Es el momento, ha llegado la oportunidad. Felipe VI puede impulsar estas reformas, las únicas capaces de regenerar un sistema maltrecho que ya no da para más. Si lograra convertirse en ese «motor de cambio» que favoreciera la transición de esta democracia de baja calidad que ahora tenemos a la democracia seria y viable que muchos anhelamos, Don Felipe gozaría de la legitimidad que en su día disfrutó Juan Carlos I al impulsar la mutación progresiva de la dictadura en democracia. Es difícil que el inmovilista Gobierno de Rajoy aspire a tan altos objetivos, y resulta poco probable que el descuartizado PSOE pueda afrontar con firmeza y lealtad estos retos de Estado, pero el profundo cambio urge y, si nadie está dispuesto a generarlo y gestionarlo, todos corren el riesgo de que la democracia dibujada en la Transición acabe marchitándose como consecuencia de su pésima puesta en práctica durante los últimos 35 años.

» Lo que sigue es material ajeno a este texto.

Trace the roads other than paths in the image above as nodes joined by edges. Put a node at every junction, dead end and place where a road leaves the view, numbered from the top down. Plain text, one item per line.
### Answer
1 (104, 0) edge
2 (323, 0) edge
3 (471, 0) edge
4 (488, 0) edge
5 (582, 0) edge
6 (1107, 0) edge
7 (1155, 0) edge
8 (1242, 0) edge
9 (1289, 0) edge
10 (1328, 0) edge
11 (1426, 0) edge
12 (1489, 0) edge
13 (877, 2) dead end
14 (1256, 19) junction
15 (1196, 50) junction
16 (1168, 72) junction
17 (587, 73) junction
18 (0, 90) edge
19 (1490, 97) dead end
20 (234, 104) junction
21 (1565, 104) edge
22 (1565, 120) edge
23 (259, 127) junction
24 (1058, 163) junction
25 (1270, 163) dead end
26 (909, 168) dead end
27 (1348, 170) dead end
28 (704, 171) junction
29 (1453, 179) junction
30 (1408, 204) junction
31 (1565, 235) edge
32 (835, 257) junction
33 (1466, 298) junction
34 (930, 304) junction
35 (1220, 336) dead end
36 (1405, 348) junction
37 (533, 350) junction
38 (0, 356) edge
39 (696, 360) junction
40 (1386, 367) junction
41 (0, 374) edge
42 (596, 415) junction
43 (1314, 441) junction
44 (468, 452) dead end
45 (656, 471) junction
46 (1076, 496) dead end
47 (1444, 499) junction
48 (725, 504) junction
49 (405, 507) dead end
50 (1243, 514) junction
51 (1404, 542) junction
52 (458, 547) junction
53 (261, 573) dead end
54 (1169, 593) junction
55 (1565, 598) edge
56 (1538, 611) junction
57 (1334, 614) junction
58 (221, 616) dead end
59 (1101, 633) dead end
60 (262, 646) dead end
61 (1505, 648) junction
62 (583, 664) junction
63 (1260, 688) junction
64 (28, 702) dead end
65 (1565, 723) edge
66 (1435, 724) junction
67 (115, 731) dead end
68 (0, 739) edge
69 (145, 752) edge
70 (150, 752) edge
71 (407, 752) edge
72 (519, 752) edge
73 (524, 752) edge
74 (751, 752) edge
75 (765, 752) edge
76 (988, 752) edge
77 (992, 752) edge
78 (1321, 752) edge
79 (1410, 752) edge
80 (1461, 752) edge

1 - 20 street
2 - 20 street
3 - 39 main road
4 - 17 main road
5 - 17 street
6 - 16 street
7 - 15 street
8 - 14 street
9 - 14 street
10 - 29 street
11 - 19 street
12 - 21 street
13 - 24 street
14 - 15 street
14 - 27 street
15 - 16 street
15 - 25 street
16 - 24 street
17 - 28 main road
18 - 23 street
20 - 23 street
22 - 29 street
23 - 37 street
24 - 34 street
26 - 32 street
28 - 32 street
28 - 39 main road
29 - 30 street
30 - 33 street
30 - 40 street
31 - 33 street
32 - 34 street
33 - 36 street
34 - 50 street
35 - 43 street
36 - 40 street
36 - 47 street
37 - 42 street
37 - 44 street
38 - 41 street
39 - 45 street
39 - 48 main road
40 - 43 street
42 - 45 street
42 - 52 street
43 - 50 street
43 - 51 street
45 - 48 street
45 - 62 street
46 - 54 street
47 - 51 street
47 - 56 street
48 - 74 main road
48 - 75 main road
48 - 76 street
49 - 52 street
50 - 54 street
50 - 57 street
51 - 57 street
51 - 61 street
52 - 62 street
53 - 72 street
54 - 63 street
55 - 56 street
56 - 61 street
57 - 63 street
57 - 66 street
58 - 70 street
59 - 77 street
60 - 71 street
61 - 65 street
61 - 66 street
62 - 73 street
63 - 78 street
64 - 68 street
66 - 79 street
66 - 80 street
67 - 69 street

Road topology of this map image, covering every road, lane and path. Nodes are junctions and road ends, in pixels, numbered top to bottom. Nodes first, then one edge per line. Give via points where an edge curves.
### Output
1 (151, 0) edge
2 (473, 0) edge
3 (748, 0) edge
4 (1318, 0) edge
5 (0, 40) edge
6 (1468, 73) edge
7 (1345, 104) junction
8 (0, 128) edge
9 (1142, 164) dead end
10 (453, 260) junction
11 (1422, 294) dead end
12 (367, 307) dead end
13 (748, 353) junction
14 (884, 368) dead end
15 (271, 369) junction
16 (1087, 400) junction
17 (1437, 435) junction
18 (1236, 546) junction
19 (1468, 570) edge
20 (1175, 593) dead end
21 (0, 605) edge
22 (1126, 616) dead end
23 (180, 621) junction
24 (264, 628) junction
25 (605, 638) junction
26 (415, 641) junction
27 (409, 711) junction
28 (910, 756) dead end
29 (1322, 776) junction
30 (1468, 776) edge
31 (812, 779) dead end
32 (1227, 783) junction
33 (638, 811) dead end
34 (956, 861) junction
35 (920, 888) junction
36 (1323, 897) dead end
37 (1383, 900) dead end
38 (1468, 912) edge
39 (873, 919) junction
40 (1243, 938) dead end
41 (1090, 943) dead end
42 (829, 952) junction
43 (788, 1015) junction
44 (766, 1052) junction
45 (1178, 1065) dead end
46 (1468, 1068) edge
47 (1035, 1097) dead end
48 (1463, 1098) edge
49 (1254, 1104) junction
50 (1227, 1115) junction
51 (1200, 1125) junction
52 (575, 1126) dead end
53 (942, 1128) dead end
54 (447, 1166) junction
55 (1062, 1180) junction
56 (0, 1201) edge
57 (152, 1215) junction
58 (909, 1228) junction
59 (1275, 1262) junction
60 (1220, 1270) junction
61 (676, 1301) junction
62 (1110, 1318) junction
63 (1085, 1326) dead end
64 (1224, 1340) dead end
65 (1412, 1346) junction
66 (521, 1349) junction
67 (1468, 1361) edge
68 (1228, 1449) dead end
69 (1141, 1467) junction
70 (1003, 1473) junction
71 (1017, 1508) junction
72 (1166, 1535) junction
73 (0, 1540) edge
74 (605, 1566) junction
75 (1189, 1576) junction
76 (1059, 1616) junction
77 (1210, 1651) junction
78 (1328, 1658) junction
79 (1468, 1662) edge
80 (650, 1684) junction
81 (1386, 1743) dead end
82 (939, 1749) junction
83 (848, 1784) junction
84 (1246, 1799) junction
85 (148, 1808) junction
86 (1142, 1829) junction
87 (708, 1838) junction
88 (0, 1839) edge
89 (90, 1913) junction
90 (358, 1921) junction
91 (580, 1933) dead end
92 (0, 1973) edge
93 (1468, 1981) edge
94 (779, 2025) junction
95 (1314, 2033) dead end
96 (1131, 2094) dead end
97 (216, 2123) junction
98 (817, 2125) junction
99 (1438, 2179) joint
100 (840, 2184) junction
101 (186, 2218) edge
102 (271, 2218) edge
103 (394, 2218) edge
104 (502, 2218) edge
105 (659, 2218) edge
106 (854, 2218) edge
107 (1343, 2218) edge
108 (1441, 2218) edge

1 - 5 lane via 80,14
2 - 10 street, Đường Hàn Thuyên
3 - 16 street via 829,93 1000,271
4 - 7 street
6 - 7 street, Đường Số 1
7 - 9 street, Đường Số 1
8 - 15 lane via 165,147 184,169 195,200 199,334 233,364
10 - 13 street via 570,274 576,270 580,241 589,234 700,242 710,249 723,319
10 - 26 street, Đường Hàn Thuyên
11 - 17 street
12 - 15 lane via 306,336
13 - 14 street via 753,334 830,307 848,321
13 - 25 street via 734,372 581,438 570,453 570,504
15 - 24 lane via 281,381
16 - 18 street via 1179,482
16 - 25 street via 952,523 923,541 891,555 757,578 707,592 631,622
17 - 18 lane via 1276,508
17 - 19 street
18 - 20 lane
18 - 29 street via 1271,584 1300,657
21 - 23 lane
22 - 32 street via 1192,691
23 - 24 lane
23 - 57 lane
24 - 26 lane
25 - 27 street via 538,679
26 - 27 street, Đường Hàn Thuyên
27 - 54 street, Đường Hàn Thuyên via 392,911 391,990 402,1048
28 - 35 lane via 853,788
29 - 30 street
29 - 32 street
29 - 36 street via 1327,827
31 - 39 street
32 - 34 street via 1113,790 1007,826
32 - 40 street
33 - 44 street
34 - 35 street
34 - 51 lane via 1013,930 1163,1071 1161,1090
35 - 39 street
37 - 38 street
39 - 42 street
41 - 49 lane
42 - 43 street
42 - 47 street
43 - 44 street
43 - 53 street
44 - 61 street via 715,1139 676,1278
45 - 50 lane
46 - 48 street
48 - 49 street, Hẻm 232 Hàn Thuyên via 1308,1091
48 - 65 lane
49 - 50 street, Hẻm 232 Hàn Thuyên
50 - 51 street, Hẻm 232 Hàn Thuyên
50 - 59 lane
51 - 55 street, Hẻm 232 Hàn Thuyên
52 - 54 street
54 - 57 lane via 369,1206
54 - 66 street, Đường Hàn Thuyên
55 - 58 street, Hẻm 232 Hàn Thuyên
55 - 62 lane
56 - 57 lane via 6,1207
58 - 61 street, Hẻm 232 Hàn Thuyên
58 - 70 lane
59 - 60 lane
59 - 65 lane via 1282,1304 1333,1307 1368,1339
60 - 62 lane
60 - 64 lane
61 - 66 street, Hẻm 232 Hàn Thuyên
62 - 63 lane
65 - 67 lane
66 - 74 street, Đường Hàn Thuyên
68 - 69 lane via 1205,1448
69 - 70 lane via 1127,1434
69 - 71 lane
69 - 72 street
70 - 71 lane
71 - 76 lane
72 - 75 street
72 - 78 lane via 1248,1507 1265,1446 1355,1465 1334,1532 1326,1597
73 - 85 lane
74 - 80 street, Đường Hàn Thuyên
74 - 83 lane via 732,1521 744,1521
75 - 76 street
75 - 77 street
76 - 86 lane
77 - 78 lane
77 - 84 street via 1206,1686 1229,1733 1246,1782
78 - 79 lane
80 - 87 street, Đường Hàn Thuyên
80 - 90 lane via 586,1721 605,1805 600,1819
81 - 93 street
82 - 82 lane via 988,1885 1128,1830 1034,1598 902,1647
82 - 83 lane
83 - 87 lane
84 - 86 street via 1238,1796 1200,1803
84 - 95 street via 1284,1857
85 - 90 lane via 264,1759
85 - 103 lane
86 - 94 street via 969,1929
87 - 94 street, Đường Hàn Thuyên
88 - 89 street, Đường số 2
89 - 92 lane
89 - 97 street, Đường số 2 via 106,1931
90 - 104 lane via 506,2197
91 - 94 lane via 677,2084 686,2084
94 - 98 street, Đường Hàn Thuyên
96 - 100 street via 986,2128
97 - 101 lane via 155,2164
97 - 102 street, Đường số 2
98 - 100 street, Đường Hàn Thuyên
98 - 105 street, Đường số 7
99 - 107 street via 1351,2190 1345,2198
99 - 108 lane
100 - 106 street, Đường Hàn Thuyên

Dicen que quienes trajeron la Segunda República fueron los monárquicos, con sus errores. Y que el fracaso del régimen surgido en aquel ilusionante 14 de abril de 1931 fue fruto de los propios errores republicanos. La Historia nos enseña que los sistemas mueren como consecuencia de sus propias contradicciones y enfermedades internas. Los enemigos exteriores pueden dar el último empujón, pero los imperios suelen desmoronarse por los errores cometidos intramuros. Si Felipe VI no trabaja para convertir la crisis en oportunidad de cambio, y prefiere conjurar la incertidumbre con la nana del status quo, dejará de ser «el esperado» para convertirse en «el breve». Porque no hay nada más necio que mantener la nave al pairo de una tormenta que, como la Historia, siempre acaba repitiéndose.

Alfonso Pinilla García es profesor de Historia Contemporánea en la Universidad de Extremadura.